ENDANGERED water voles have been spotted at Delamere Forest after decades of decline, thanks to the Forestry Commission.
Water vole numbers have dramatically reduced over the past 30 years, by up to 90% across the country, largely due to changes in land use and the introduction of the American mink which prey on the tiny mammals.
Now they are making a comeback at Delamere where Forestry Commission rangers have spotted droppings – a good sign that populations are moving back into the area.
Adrienne Bennett, Forestry Commission ecologist covering Cheshire, is planning to survey the area and other appropriate habitats at Forestry Commission sites across the North West to confirm that water voles are living there.

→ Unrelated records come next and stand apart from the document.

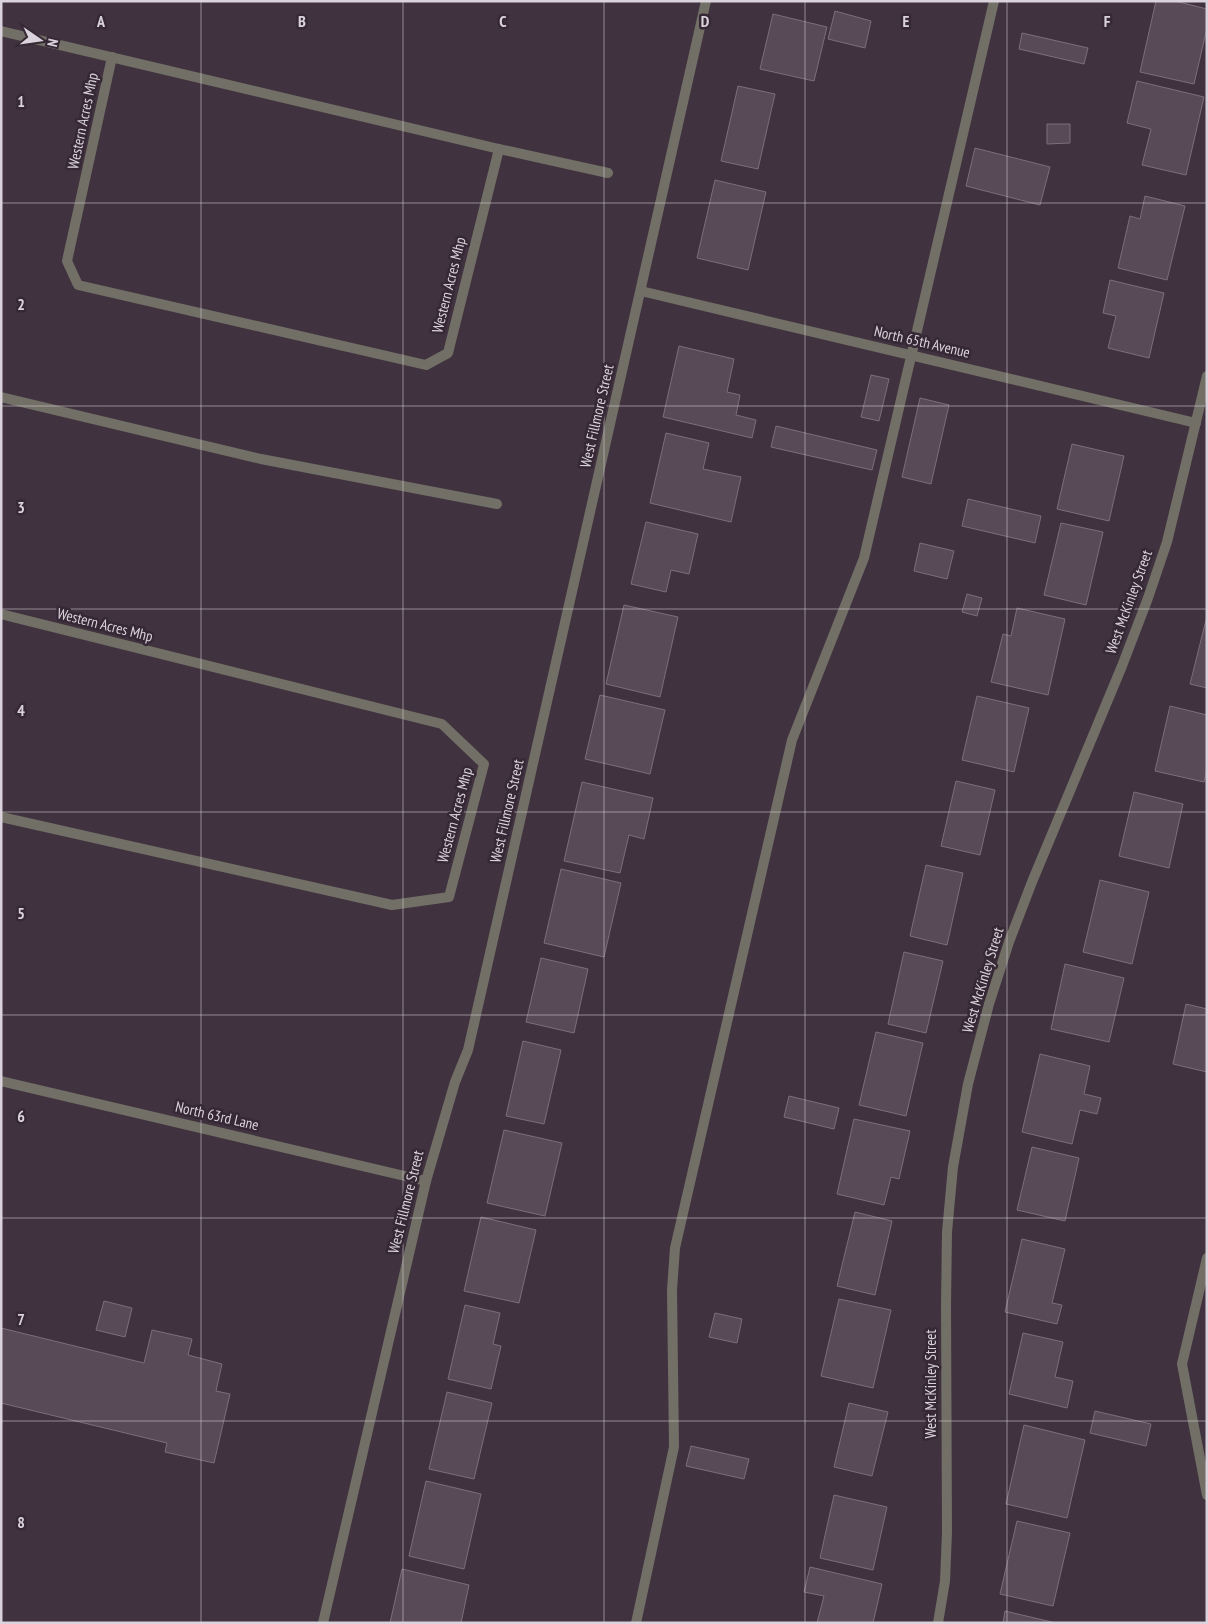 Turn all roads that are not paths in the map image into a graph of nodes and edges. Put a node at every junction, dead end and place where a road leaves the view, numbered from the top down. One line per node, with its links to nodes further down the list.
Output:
1 (706, 1): 7 (street, West Fillmore Street)
2 (994, 1): 8 (street)
3 (1, 31): 4 (street, Western Acres Mhp)
4 (112, 57): 5 (street, Western Acres Mhp); 5 (street, Western Acres Mhp)
5 (499, 149): 6 (street, Western Acres Mhp)
6 (608, 173)
7 (641, 291): 8 (street, North 65th Avenue); 16 (street, West Fillmore Street)
8 (913, 355): 11 (street, North 65th Avenue); 20 (street)
9 (1207, 376): 11 (street, West McKinley Street)
10 (1, 397): 12 (street)
11 (1196, 423): 21 (street, West McKinley Street)
12 (497, 504)
13 (1, 614): 14 (street, Western Acres Mhp)
14 (1, 818)
15 (1, 1081): 16 (street, North 63rd Lane)
16 (426, 1181): 19 (street, West Fillmore Street)
17 (1207, 1258): 18 (street)
18 (1207, 1495)
19 (323, 1623)
20 (636, 1623)
21 (938, 1623)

She said: “They are quite resilient creatures but there have been so many factors stacked against them that have had a dramatic impact.
“Surveys will begin this spring and can be as simple as walking the waterways to spot them, or hiding small ‘rafts’ in the reeds that attract water voles to deposit their droppings.”
Adrienne said it is difficult to determine exact numbers, but once water voles are confirmed there are steps they can take to help them thrive, such as improving the banks of ponds or streams for burrowing and monitoring for mink in the area.
They may also work with environmental and wildlife organisations that manage adjacent sites to link habitats and help populations spread.
Water voles have been returning to Forestry Commission sites across the North West over the past few years.
Forestry Commission ranger Adam Evans said: “It is positive news that water voles are returning. If we can identify suitable habitats and open up corridors for water voles to populate them, they could flourish again.”